Show the lines below where "adjacency" occurs.

START Record extracts

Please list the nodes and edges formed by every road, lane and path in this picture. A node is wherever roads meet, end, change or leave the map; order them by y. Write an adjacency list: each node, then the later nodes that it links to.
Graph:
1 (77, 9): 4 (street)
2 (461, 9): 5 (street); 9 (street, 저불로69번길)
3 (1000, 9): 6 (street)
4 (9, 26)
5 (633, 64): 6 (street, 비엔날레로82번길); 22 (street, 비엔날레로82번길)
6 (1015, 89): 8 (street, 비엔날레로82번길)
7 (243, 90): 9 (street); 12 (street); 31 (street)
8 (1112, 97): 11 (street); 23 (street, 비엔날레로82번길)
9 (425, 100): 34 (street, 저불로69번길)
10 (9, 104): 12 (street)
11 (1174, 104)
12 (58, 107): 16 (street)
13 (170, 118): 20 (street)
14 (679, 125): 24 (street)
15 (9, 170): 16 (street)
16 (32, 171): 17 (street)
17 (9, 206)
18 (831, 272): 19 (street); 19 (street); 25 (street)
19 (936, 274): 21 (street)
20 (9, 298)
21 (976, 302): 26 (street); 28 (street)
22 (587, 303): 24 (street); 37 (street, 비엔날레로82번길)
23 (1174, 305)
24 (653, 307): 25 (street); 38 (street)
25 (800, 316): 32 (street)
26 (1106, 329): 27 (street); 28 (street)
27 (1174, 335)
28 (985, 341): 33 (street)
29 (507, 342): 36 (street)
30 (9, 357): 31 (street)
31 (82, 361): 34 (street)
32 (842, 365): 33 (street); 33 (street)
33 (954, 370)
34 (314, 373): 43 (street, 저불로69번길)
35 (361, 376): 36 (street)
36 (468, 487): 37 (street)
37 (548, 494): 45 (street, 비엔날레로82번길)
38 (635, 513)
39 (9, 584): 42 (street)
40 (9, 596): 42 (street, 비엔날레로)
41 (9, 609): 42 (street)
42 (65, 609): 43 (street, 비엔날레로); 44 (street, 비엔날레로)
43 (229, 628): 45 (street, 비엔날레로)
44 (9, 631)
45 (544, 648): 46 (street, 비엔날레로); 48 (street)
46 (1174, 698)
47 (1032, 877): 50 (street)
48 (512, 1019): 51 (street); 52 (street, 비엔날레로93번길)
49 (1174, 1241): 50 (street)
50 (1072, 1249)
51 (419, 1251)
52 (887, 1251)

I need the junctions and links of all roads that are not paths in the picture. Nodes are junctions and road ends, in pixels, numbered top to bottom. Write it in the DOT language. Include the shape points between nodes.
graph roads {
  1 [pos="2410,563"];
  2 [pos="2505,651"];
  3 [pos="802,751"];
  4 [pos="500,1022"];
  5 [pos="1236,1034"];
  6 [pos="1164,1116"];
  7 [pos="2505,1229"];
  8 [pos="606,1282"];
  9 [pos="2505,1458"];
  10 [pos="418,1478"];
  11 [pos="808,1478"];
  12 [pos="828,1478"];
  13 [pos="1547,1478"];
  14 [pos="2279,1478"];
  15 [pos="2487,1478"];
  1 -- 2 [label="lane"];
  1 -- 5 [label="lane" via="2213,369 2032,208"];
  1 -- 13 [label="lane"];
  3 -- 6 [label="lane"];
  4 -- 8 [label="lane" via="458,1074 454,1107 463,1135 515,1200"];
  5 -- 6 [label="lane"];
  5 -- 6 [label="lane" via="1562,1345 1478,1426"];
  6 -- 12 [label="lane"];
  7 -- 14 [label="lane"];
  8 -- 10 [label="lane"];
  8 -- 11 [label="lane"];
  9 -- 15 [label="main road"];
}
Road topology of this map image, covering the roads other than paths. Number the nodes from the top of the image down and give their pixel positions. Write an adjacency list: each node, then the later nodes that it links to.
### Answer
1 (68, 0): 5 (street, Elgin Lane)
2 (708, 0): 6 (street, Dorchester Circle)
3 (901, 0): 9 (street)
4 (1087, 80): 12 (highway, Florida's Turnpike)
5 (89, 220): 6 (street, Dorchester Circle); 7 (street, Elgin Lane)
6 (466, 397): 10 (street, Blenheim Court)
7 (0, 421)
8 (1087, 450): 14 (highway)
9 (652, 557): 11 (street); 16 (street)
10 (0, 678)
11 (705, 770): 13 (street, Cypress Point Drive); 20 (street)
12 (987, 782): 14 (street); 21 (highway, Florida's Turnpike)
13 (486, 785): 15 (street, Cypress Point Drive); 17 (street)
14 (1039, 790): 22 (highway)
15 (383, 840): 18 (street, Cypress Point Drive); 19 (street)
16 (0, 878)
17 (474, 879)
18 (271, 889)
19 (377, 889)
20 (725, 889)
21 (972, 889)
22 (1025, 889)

END Record extracts

| Worked solution |
Please list the nodes and edges formed by every road, lane and path in this picture. A node is wherever roads meet, end, change or leave the map; order them by y. Write an adjacency list: each node, then the later nodes that it links to.
Road topology of this map image, covering the roads other than paths. Number the nodes from the top of the image down and give their pixel positions. Write an adjacency list: each node, then the later nodes that it links to.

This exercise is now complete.